I got the 130mm reflector just about a year ago.
You looked at Saturn with it? Like, lately? Would appreciate some feedback if you have.
If you take a look at it any time soon, let me know how it went.
yes, but unfortunately, most of them refer to a type of "marital aid"...
Even better!
This is my first reflector/first equatorial mount, so there is a learning curve, not only in finding objects, but finding
them AND being comfortable while viewing.
Throw in the higher magnifications, Earth's rotation, etc, and it can be frustrating.
I went cheap. The GOTO scopes are worth considering for getting a lot of objects in a short amount of time.
I don't think I was successful with Saturn because of TOD/or weather, but Jupiter is a snap. I generally see the milky
view, with some of the moons as points.
Take a gander at http://home.inreach.com/starlord/
It's a Telescope Buyers FAQ for a starting point.
Aye, I imagine an equatorial mount is a bit difficult to get used to at first.
I've had a few looks at Saturn this past week with my binos. It's frustrating. You can sense that if you could just had a little bit more oomph you could see its rings. When I settle down in this world, I'm going to buy me a nice one- a Ferrari of scopes- might even build myself a nice little dome shaped observatory to keep it in ;-)
Well, I at least already think that we should blow'em up...no, no, must resist...must not stoop...to DU's level...
Greens used to be jus against technology - the applications of science. More recently, they have come out against scientific research itself. Witness the opposition to launching the long-range space probes, opposition to genetic research, and opposition to AI research and nanotechnology.
Not only is Mt. Graham not in Minnesota (it's in Arizona, where the clear skies are), but it isn't even on a reservation. The "sacred to the Indians" idea popped up out of nowhere several years ago after a period of Green opposition to University of Arizona and the Vatican building observatories on it.

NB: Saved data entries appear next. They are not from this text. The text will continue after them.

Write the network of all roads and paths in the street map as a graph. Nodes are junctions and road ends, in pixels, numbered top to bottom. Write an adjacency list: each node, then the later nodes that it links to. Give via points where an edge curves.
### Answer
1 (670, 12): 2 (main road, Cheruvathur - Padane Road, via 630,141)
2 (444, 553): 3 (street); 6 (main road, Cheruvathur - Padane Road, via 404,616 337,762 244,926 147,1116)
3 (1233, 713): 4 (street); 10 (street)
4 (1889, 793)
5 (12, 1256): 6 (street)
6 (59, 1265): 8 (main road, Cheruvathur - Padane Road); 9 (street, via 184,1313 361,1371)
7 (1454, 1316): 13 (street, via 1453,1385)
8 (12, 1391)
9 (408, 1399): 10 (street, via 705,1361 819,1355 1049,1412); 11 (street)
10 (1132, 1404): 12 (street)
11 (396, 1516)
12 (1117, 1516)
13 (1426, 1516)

The Greens' previous excuse had been that endangered squirrels lived on the mountain. After it was found that pine squirrels were not actually endangered, but were flourishing on Mt. Graham, as squirrels always do around humans, the opposition dreamed up the "sacred mountain" argument. Funny - no Apache had ever paid particular attention to the mountain before that; not when the summer camp was built on it, not when the cabins were built on it, not when the state campground was built on it, and not when Swift Trail Federal Prison was built on it.

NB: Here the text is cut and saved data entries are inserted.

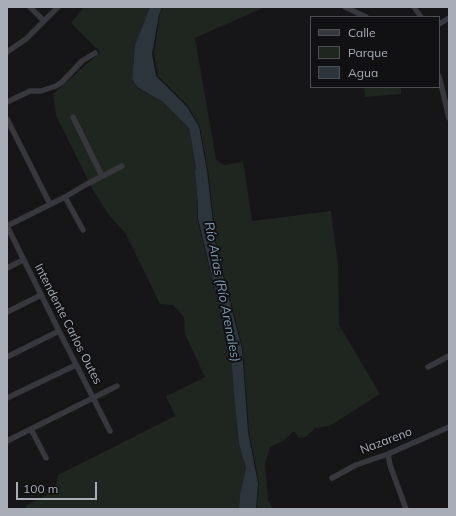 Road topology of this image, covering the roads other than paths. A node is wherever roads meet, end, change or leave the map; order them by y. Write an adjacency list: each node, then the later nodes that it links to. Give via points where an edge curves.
1 (30, 7): 8 (street)
2 (58, 7): 8 (street)
3 (345, 7): 5 (street)
4 (414, 7): 6 (street)
5 (364, 16)
6 (420, 16)
7 (449, 18): 9 (street)
8 (44, 21): 10 (street, via 26,39)
9 (440, 23)
10 (7, 52)
11 (95, 53): 13 (street, via 82,61 56,86 30,92)
12 (440, 80): 15 (street)
13 (7, 102)
14 (74, 117): 18 (street)
15 (449, 118)
16 (7, 119): 20 (street)
17 (122, 166): 18 (street)
18 (102, 176): 19 (street)
19 (65, 197): 20 (street); 22 (street)
20 (50, 204): 21 (street)
21 (7, 226): 23 (street, Intendente Carlos Outes)
22 (83, 230)
23 (23, 260): 24 (street); 25 (street, Intendente Carlos Outes)
24 (7, 268)
25 (41, 295): 26 (street); 27 (street, Intendente Carlos Outes)
26 (7, 312)
27 (59, 331): 29 (street); 30 (street, Intendente Carlos Outes)
28 (449, 356): 31 (street)
29 (7, 357)
30 (76, 364): 33 (street); 34 (street, Intendente Carlos Outes)
31 (428, 367)
32 (117, 386): 34 (street)
33 (7, 398)
34 (93, 398): 36 (street); 37 (street, Intendente Carlos Outes)
35 (449, 427): 39 (street, Nazareno)
36 (31, 429): 38 (street); 40 (street)
37 (110, 431)
38 (7, 441)
39 (388, 454): 41 (street, Nazareno, via 356,465); 42 (street)
40 (46, 458)
41 (332, 478)
42 (406, 509)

Now Kitt Peak, the telescope-studded mountain on the other side of Tucson, is on a reservation. But in actual fact, the only tribe that considers telescopes to defile a mountain is the Green tribe. Fortunately, this being Arizona, we can shoot back.
Oh, there's been no shortage of thinking up. It's the building bit that has tended to go all wobbly. Remember Sanger? (to name just one of a pantheon of coulda-shouldas)
d.o.l.
Criminal Number 18F
Yep. Most politicians are verbal and to some degree anti-intellectual and distrustful of scientists. Scientists' habit of enumerating all the uncertainties and qualifiers on a statement is infuriating to politicians; unlike pols, scientists care about being wrong (or maybe more, about being reckless).

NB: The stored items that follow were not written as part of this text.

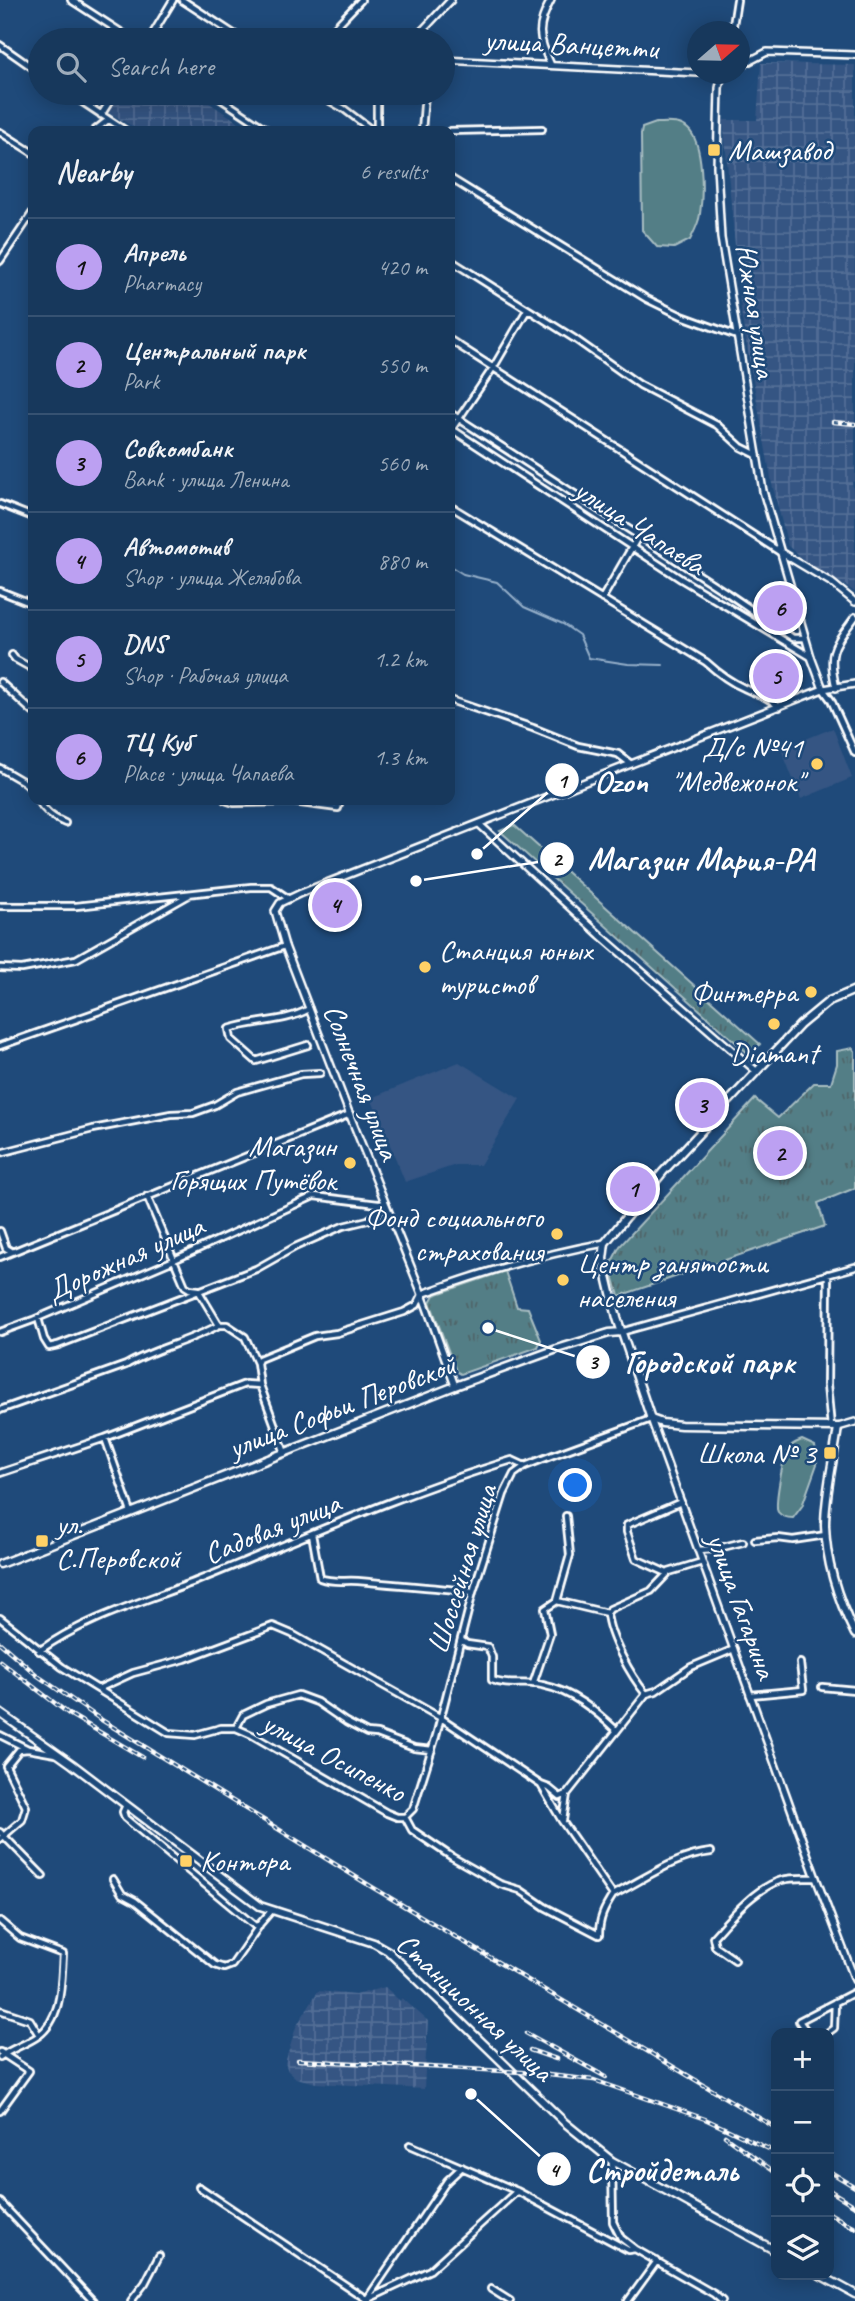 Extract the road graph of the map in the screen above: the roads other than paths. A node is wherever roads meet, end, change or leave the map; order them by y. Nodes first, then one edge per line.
1 (71, 0) edge
2 (173, 0) edge
3 (182, 0) edge
4 (361, 0) edge
5 (451, 0) edge
6 (551, 0) edge
7 (737, 0) edge
8 (734, 21) edge
9 (114, 28) edge
10 (156, 28) edge
11 (225, 28) edge
12 (334, 28) edge
13 (425, 28) edge
14 (0, 45) edge
15 (855, 55) edge
16 (455, 61) edge
17 (750, 61) edge
18 (28, 65) edge
19 (551, 65) junction
20 (687, 72) edge
21 (720, 84) edge
22 (86, 105) edge
23 (107, 105) edge
24 (230, 105) edge
25 (337, 105) edge
26 (376, 105) edge
27 (424, 105) edge
28 (101, 115) junction
29 (108, 120) junction
30 (100, 126) edge
31 (118, 126) edge
32 (262, 126) edge
33 (368, 126) edge
34 (375, 126) edge
35 (422, 126) edge
36 (542, 129) dead end
37 (455, 131) edge
38 (0, 132) edge
39 (28, 150) edge
40 (455, 181) edge
41 (28, 219) edge
42 (26, 222) joint
43 (0, 261) edge
44 (455, 263) edge
45 (527, 310) junction
46 (737, 336) junction
47 (455, 343) edge
48 (493, 368) junction
49 (455, 417) edge
50 (458, 419) junction
51 (455, 423) edge
52 (455, 433) edge
53 (757, 455) junction
54 (0, 504) edge
55 (455, 509) edge
56 (28, 515) edge
57 (639, 535) junction
58 (632, 547) junction
59 (781, 553) junction
60 (0, 590) edge
61 (602, 599) junction
62 (28, 602) edge
63 (855, 602) edge
64 (855, 617) edge
65 (805, 638) junction
66 (12, 655) dead end
67 (811, 657) junction
68 (28, 666) edge
69 (0, 682) edge
70 (855, 684) edge
71 (836, 688) junction
72 (823, 689) junction
73 (455, 702) edge
74 (28, 707) edge
75 (779, 708) junction
76 (855, 753) edge
77 (631, 764) junction
78 (0, 768) edge
79 (28, 786) edge
80 (41, 805) edge
81 (313, 805) edge
82 (339, 805) edge
83 (65, 823) dead end
84 (479, 824) junction
85 (197, 892) junction
86 (289, 899) junction
87 (0, 906) edge
88 (285, 946) junction
89 (0, 968) edge
90 (855, 990) edge
91 (309, 1009) junction
92 (308, 1045) dead end
93 (0, 1046) edge
94 (756, 1071) junction
95 (320, 1073) dead end
96 (350, 1114) junction
97 (0, 1153) edge
98 (148, 1196) junction
99 (383, 1205) junction
100 (0, 1231) edge
101 (605, 1243) junction
102 (12, 1252) junction
103 (0, 1256) edge
104 (174, 1260) junction
105 (855, 1267) edge
106 (828, 1274) junction
107 (198, 1290) junction
108 (422, 1294) junction
109 (38, 1318) junction
110 (219, 1325) junction
111 (0, 1332) edge
112 (621, 1332) junction
113 (257, 1363) junction
114 (260, 1385) junction
115 (455, 1386) junction
116 (0, 1410) edge
117 (652, 1419) junction
118 (855, 1422) edge
119 (834, 1427) junction
120 (105, 1438) junction
121 (285, 1453) junction
122 (526, 1466) junction
123 (0, 1473) edge
124 (681, 1502) junction
125 (131, 1512) junction
126 (566, 1516) dead end
127 (312, 1534) junction
128 (826, 1535) junction
129 (755, 1540) dead end
130 (743, 1542) dead end
131 (698, 1550) junction
132 (702, 1562) junction
133 (0, 1563) edge
134 (667, 1574) junction
135 (473, 1592) junction
136 (557, 1601) junction
137 (607, 1613) junction
138 (0, 1618) edge
139 (855, 1634) edge
140 (461, 1640) junction
141 (734, 1649) junction
142 (39, 1651) junction
143 (800, 1663) dead end
144 (533, 1684) junction
145 (822, 1687) dead end
146 (98, 1689) junction
147 (855, 1690) edge
148 (646, 1695) junction
149 (750, 1695) junction
150 (0, 1713) edge
151 (440, 1718) junction
152 (236, 1728) junction
153 (617, 1731) junction
154 (0, 1735) edge
155 (28, 1749) junction
156 (432, 1750) junction
157 (56, 1755) junction
158 (541, 1785) junction
159 (567, 1794) junction
160 (126, 1805) junction
161 (405, 1817) junction
162 (562, 1821) junction
163 (1, 1836) edge
164 (711, 1852) dead end
165 (43, 1876) dead end
166 (816, 1878) junction
167 (113, 1879) dead end
168 (613, 1895) junction
169 (272, 1910) junction
170 (0, 1921) edge
171 (260, 1925) junction
172 (735, 1960) dead end
173 (855, 1980) edge
174 (855, 1992) edge
175 (835, 2001) junction
176 (0, 2010) edge
177 (804, 2028) edge
178 (834, 2028) edge
179 (39, 2035) junction
180 (1, 2054) edge
181 (0, 2111) edge
182 (410, 2145) dead end
183 (612, 2161) junction
184 (462, 2167) junction
185 (199, 2187) dead end
186 (517, 2191) junction
187 (0, 2202) edge
188 (771, 2248) edge
189 (635, 2249) junction
190 (159, 2256) dead end
191 (657, 2260) junction
192 (829, 2280) edge
193 (491, 2289) dead end
194 (855, 2294) edge
195 (93, 2301) edge
196 (131, 2301) edge
197 (366, 2301) edge
198 (510, 2301) edge
199 (628, 2301) edge
200 (722, 2301) edge

1 - 9 street
2 - 10 street
3 - 11 street
4 - 12 street
5 - 13 street
6 - 19 street
7 - 8 street
14 - 18 street
15 - 17 street
16 - 19 street, улица Ванцетти
19 - 20 street, улица Ванцетти
21 - 46 street, Южная улица
22 - 28 street
23 - 28 street
24 - 32 street
25 - 33 street
26 - 34 street
27 - 35 street
28 - 29 street
29 - 30 street
29 - 31 street
36 - 37 street
38 - 39 street
40 - 46 street
41 - 42 street
42 - 43 street
44 - 45 street
45 - 48 street
45 - 53 street
46 - 53 street, Южная улица
47 - 48 street
48 - 50 street
48 - 59 street
49 - 50 street, улица Чапаева
50 - 51 street
50 - 57 street, улица Чапаева
52 - 58 street, улица Чапаева
53 - 59 street, Южная улица
54 - 56 street
55 - 61 street
57 - 58 street
57 - 65 street, улица Чапаева
58 - 61 street
58 - 67 street, улица Чапаева
59 - 63 street
59 - 65 street, Южная улица
60 - 62 street
61 - 75 street
64 - 71 street
65 - 67 street, Южная улица
66 - 68 street
67 - 72 street, Южная улица
69 - 74 street
70 - 71 street
71 - 72 street
72 - 75 street
72 - 76 street
73 - 77 street
75 - 77 street
77 - 84 street
78 - 79 street
80 - 83 street
81 - 82 street
84 - 86 street
84 - 94 street
85 - 86 street
85 - 87 street
85 - 89 street
86 - 88 street, Солнечная улица
88 - 91 street, Солнечная улица
88 - 93 street
90 - 94 main road
91 - 92 street
91 - 96 street, Солнечная улица
94 - 101 main road
95 - 97 street
96 - 98 street
96 - 99 street, Солнечная улица
98 - 102 street
98 - 104 street
99 - 104 street, Дорожная улица
99 - 107 street
99 - 108 street, Солнечная улица
100 - 102 street
101 - 108 street
101 - 112 main road, улица Гагарина
102 - 103 street
104 - 107 street
104 - 109 street, Дорожная улица
105 - 106 street, улица Софьи Перовской
106 - 112 street, улица Софьи Перовской
106 - 119 street
107 - 109 street
107 - 110 street
108 - 113 street
108 - 115 street, Солнечная улица
109 - 111 street, Дорожная улица
110 - 113 street
110 - 116 street
112 - 115 main road, улица Софьи Перовской
112 - 117 main road, улица Гагарина
113 - 114 street
114 - 120 street
114 - 121 street
115 - 121 main road, улица Софьи Перовской
117 - 119 main road
117 - 122 street, Шоссейная улица
117 - 124 street, улица Гагарина
118 - 119 street
119 - 128 main road
120 - 123 street
120 - 125 street
121 - 125 main road, улица Софьи Перовской
122 - 127 street, Садовая улица
122 - 135 street, Шоссейная улица
124 - 131 street, улица Гагарина
124 - 134 street
125 - 133 main road, улица Софьи Перовской
126 - 136 street
127 - 135 street
127 - 142 street, Садовая улица
128 - 129 street
128 - 139 main road
130 - 131 street
131 - 132 street, улица Гагарина
132 - 134 street
132 - 141 street, улица Гагарина
134 - 137 street
135 - 140 street, Шоссейная улица
136 - 137 street
136 - 144 street
137 - 148 street
138 - 142 street
140 - 144 street
140 - 151 street, Шоссейная улица
141 - 148 street
141 - 149 street, улица Гагарина
142 - 146 street
143 - 149 street
144 - 153 street
145 - 147 street
146 - 151 street
146 - 152 street
148 - 153 street
149 - 166 street, улица Гагарина
150 - 157 main road, Станционная улица
151 - 156 street, Шоссейная улица
151 - 158 street
152 - 156 street, улица Осипенко
152 - 161 street, улица Осипенко
153 - 159 street
154 - 155 street
155 - 157 street
155 - 163 street
156 - 161 street, Шоссейная улица
157 - 160 main road, Станционная улица
158 - 159 street
158 - 162 street
159 - 162 street
160 - 169 main road, Станционная улица
160 - 171 street
161 - 168 street, улица Осипенко
162 - 168 street
163 - 165 street
164 - 168 street
166 - 172 street
166 - 173 street, улица Гагарина
167 - 171 street
169 - 171 street
169 - 183 main road, Станционная улица
170 - 179 street
174 - 175 street
175 - 177 street
175 - 178 street
176 - 179 street
179 - 180 street
180 - 181 street
182 - 184 street
183 - 188 main road, Станционная улица
183 - 189 street
184 - 186 street
184 - 197 street
185 - 197 street
186 - 189 street
186 - 197 street
187 - 195 street
189 - 191 street
190 - 196 street
191 - 199 street
191 - 200 street
192 - 194 main road
193 - 198 street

The general sense of most pols is that for each and every scientis you can find an equal and opposite scientist... this comes from most of them being familiar with lawyers and the junk science pimps that the plaintiff's bar finds in the messy corners of academia.
Give them consensus and they will give you money. The initial US space program got funded partly because Sputnik rattled everybody's cage except Ike's; but you can't overestimate how important leadership was, particularly Dornberger's. He kept all the staff, including Von Braun, on the reservation as far as predictions and promises to the political guys is concerned.
This suggests that absent a Dornberger in the current space program, neither our manned nor unmanned projects will get the priority they deserve.
d.o.l.
Criminal Number 18F
Well I have to take exception here. Most other ESA programs are a "me too" endeavors, IMHO. They tend to show little originality, inspiration or even scientific curiosity - they seem to owe their existence to some juvenile need to try to show the world that the Europeans are still in the game, and they come off poorly for this motivation. I think Herschel-Planck shows some real originality. has actual scientific benefit and may be - wonders of wonders - motivated mostly by scientific curiosity. It is also mostly a European undertakeing. I bleieve that we are only contributing about 10% of the work
That being said, it still is woefully inadequate and will be upstaged by the Webb telescope. It is too little late. This new American telescope will be the same sort of marvel as the Hubble was. To be fair, several European nations are contributing to the JWST, but its inspiration is purely American.
As for "building up." I have to agree with you there.